◆ DIRECTIONS FOR THIS TASK ◆
Only lines holding the word "pixels" are needed; copy each of them from the material.

◆ WORKING DATA ◆
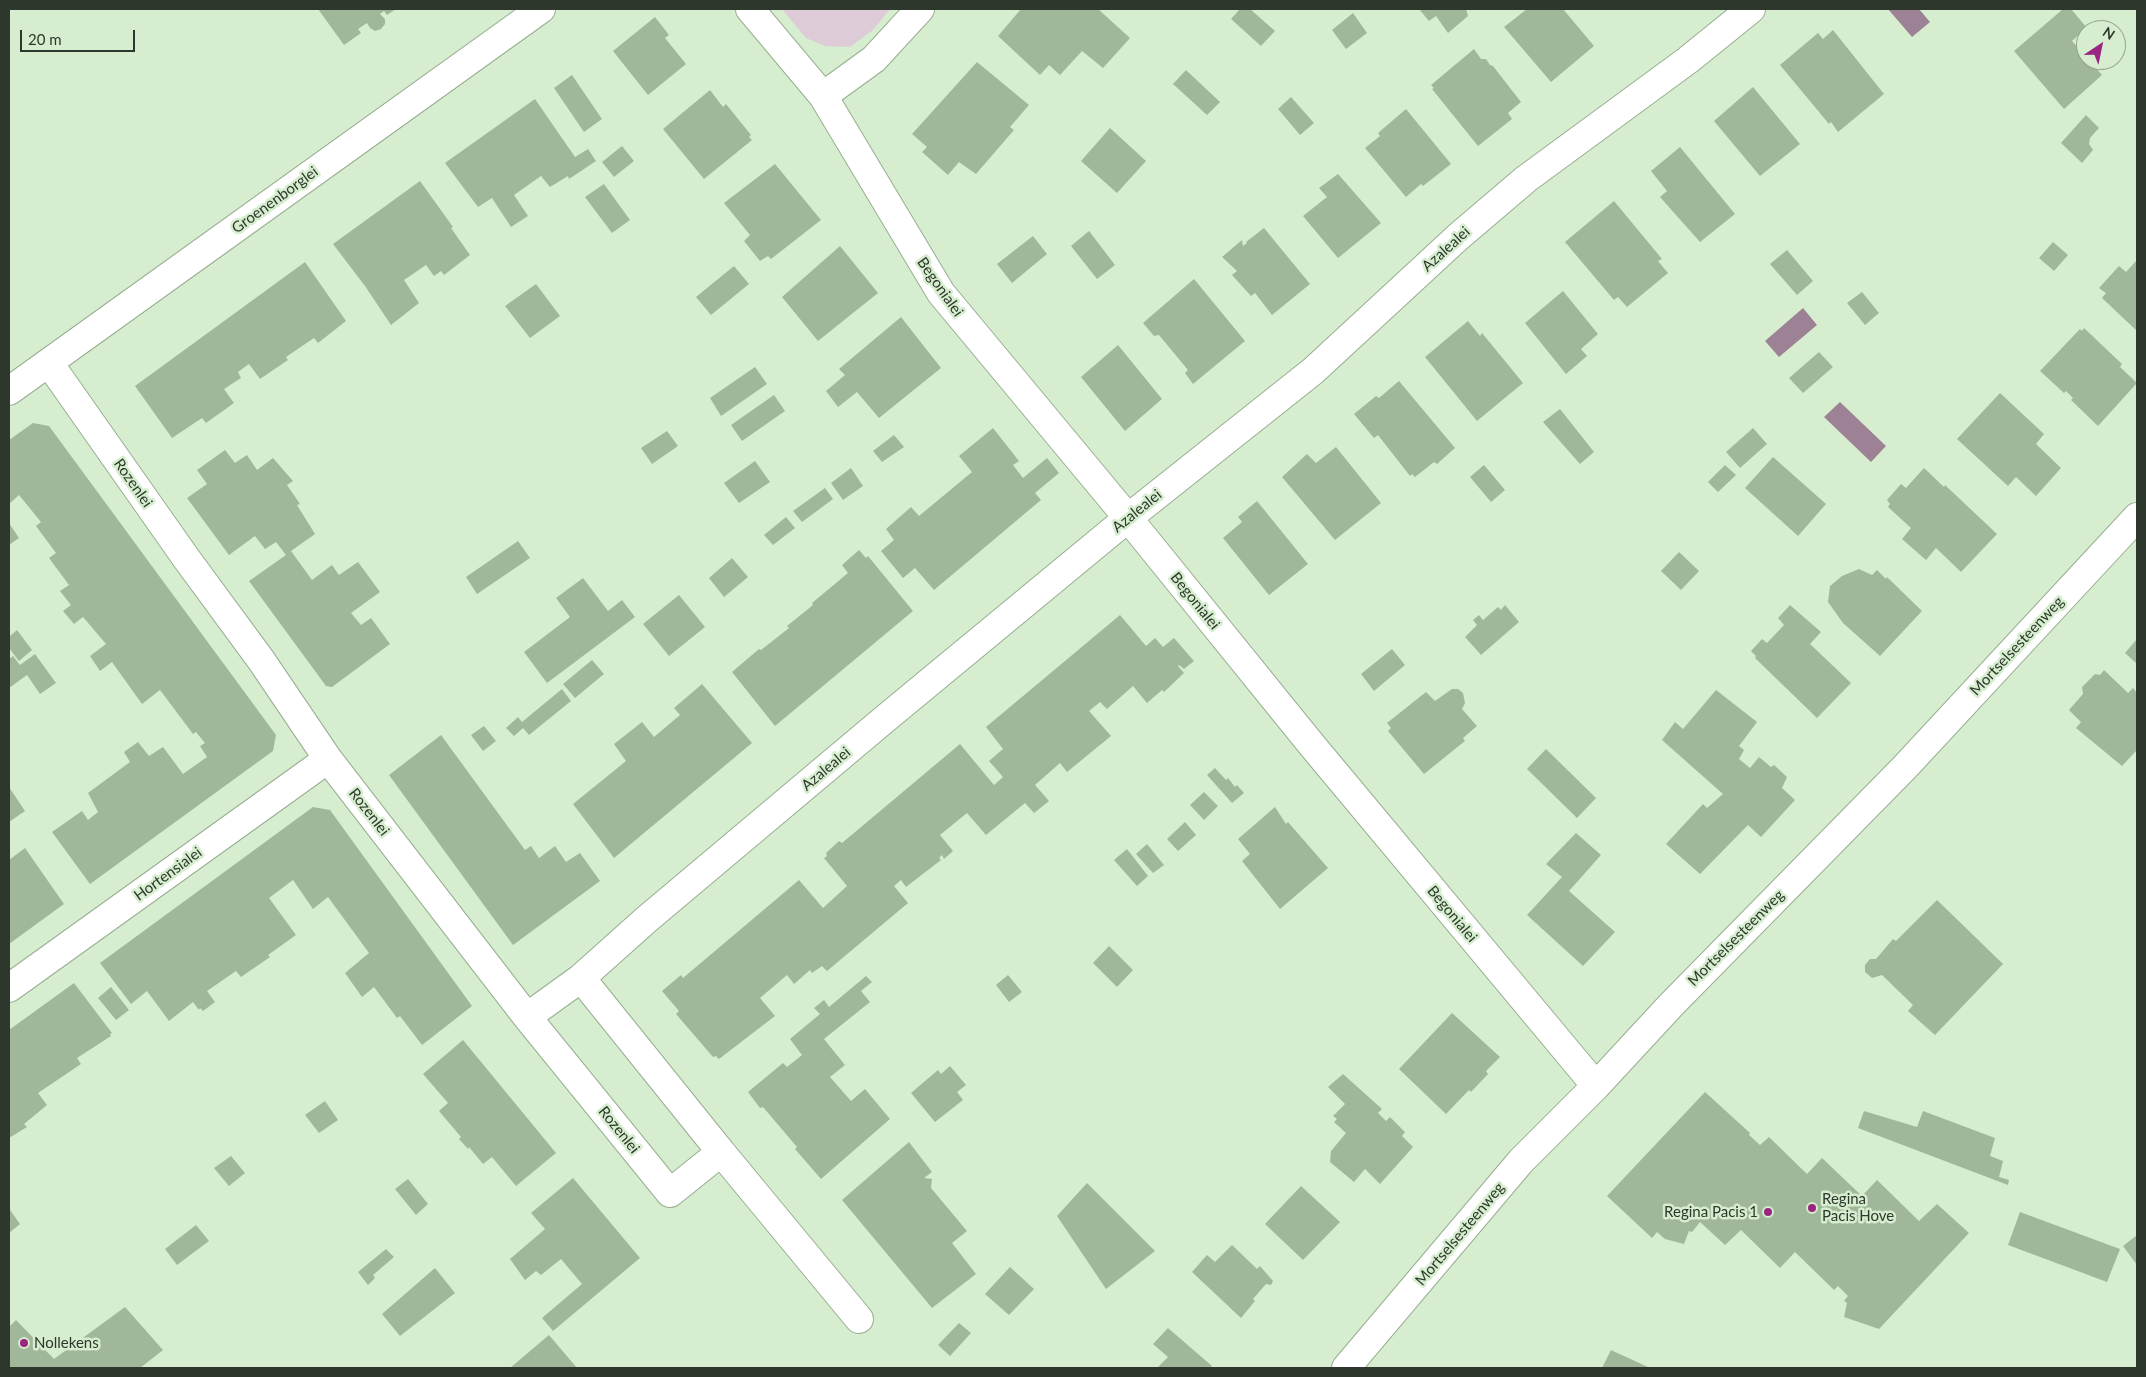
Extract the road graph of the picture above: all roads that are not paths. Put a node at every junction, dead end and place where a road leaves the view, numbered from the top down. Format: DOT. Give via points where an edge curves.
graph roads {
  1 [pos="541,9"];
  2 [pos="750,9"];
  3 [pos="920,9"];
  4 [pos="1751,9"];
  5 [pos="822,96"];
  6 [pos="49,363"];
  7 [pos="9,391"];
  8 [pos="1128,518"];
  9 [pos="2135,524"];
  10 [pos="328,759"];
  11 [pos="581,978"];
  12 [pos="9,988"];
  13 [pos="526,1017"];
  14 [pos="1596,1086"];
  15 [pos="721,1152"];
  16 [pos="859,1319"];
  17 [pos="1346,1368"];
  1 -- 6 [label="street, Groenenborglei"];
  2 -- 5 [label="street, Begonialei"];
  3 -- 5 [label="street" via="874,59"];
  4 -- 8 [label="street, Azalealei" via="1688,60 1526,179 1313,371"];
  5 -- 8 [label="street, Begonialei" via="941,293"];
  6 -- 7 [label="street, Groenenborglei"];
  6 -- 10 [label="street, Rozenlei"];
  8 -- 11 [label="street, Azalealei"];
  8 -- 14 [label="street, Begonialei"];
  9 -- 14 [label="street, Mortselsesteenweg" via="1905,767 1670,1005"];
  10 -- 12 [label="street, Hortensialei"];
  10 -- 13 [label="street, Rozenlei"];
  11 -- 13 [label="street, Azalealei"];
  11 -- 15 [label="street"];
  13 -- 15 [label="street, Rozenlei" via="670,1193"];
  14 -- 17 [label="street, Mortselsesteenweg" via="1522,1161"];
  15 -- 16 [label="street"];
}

==

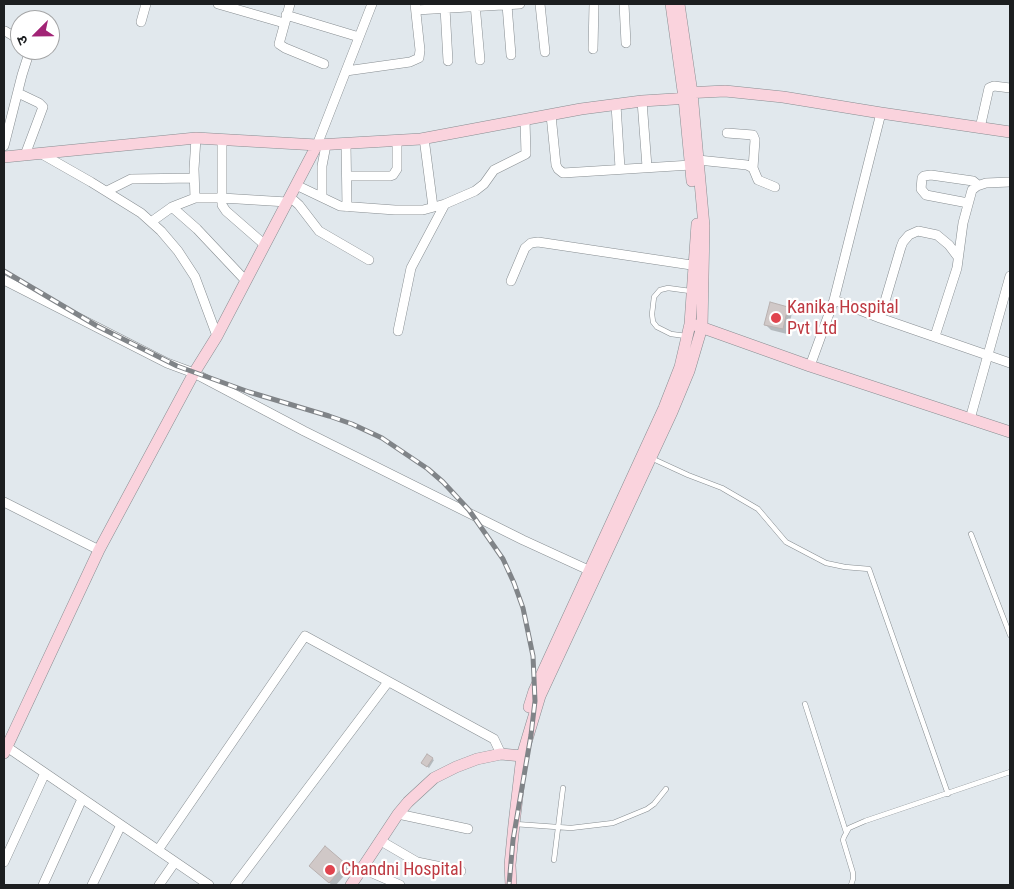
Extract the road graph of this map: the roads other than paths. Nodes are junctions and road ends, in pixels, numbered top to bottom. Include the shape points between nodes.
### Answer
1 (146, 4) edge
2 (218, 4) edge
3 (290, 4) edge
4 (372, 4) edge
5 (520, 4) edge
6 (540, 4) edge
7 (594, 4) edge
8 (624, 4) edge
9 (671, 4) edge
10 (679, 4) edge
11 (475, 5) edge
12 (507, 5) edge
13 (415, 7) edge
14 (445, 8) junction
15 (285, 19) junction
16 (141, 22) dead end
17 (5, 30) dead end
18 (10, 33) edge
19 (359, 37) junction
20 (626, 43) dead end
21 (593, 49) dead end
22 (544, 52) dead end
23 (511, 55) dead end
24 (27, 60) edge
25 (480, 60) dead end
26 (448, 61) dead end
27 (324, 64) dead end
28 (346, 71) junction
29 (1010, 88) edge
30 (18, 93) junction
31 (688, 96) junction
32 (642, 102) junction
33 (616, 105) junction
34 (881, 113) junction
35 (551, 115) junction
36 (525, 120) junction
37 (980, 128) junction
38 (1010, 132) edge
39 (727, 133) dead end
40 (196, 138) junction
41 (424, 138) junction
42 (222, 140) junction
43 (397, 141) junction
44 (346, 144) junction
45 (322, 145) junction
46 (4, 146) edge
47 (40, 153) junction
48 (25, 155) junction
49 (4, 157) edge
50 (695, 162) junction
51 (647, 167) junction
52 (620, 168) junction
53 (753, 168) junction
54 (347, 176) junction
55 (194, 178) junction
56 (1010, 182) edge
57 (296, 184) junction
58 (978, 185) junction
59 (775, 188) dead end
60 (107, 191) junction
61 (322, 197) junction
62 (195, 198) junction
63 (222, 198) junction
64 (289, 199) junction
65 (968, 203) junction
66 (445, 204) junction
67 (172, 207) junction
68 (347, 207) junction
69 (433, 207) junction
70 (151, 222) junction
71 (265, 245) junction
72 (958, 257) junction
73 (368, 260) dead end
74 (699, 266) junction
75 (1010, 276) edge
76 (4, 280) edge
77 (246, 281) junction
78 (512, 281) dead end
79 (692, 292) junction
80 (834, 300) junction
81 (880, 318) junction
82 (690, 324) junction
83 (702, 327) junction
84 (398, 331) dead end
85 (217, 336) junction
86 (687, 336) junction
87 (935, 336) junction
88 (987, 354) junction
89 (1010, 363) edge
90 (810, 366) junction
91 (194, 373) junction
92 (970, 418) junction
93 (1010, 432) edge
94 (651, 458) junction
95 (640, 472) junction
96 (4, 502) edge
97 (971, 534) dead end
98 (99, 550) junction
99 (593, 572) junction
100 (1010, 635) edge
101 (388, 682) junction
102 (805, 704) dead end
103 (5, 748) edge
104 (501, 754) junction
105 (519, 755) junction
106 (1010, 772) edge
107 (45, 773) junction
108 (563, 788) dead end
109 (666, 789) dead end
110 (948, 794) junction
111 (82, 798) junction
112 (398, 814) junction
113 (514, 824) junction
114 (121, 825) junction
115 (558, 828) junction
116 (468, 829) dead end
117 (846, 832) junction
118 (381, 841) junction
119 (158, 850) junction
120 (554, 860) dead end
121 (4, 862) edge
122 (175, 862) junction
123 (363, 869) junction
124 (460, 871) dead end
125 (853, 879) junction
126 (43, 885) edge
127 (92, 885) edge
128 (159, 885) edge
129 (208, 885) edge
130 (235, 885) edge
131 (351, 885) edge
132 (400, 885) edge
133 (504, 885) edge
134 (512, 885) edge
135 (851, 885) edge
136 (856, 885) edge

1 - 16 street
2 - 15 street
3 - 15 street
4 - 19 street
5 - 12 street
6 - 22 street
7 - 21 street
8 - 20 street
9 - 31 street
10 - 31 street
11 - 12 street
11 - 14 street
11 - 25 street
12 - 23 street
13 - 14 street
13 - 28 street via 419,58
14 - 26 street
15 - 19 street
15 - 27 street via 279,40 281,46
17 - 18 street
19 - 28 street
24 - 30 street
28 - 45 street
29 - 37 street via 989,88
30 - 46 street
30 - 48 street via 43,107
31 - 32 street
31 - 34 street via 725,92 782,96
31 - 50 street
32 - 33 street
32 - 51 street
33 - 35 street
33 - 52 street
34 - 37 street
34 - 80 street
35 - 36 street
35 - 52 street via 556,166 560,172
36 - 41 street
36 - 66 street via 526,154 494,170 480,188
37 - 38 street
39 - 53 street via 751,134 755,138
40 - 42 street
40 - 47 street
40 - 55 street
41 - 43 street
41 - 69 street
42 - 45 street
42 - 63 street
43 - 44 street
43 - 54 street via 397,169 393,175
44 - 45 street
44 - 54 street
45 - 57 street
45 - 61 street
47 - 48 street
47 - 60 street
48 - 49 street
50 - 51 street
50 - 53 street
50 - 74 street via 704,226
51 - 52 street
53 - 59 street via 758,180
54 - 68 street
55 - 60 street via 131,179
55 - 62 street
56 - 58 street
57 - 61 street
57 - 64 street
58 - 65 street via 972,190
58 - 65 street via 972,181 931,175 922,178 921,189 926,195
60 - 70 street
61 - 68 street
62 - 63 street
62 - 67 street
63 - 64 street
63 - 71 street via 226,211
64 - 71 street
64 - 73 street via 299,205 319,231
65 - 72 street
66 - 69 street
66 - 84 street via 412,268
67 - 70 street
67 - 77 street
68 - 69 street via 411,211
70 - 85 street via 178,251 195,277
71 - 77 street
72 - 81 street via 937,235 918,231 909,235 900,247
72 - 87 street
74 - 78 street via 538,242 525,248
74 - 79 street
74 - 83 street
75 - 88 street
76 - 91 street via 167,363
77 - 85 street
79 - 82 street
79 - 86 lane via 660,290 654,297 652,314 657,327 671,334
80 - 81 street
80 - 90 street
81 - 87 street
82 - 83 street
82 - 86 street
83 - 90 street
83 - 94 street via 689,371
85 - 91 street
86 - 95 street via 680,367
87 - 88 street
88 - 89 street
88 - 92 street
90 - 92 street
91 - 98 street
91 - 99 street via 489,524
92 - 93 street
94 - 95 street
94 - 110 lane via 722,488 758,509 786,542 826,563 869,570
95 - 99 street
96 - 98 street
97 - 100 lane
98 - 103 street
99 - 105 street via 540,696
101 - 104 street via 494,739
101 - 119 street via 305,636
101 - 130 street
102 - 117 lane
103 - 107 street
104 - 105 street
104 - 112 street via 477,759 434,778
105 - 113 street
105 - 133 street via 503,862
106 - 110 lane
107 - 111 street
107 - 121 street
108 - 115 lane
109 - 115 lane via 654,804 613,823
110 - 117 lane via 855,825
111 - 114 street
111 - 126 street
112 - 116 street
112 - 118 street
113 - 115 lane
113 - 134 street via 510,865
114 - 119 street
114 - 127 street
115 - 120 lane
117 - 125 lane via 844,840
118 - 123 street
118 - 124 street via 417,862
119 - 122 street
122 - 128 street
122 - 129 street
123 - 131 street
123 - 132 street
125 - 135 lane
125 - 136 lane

--

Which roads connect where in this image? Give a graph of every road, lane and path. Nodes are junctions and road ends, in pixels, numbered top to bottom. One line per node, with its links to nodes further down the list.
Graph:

◆ EXERCISE RESPONSE ◆
Extract the road graph of this map: the roads other than paths. Nodes are junctions and road ends, in pixels, numbered top to bottom. Include the shape points between nodes.
Which roads connect where in this image? Give a graph of every road, lane and path. Nodes are junctions and road ends, in pixels, numbered top to bottom. One line per node, with its links to nodes further down the list.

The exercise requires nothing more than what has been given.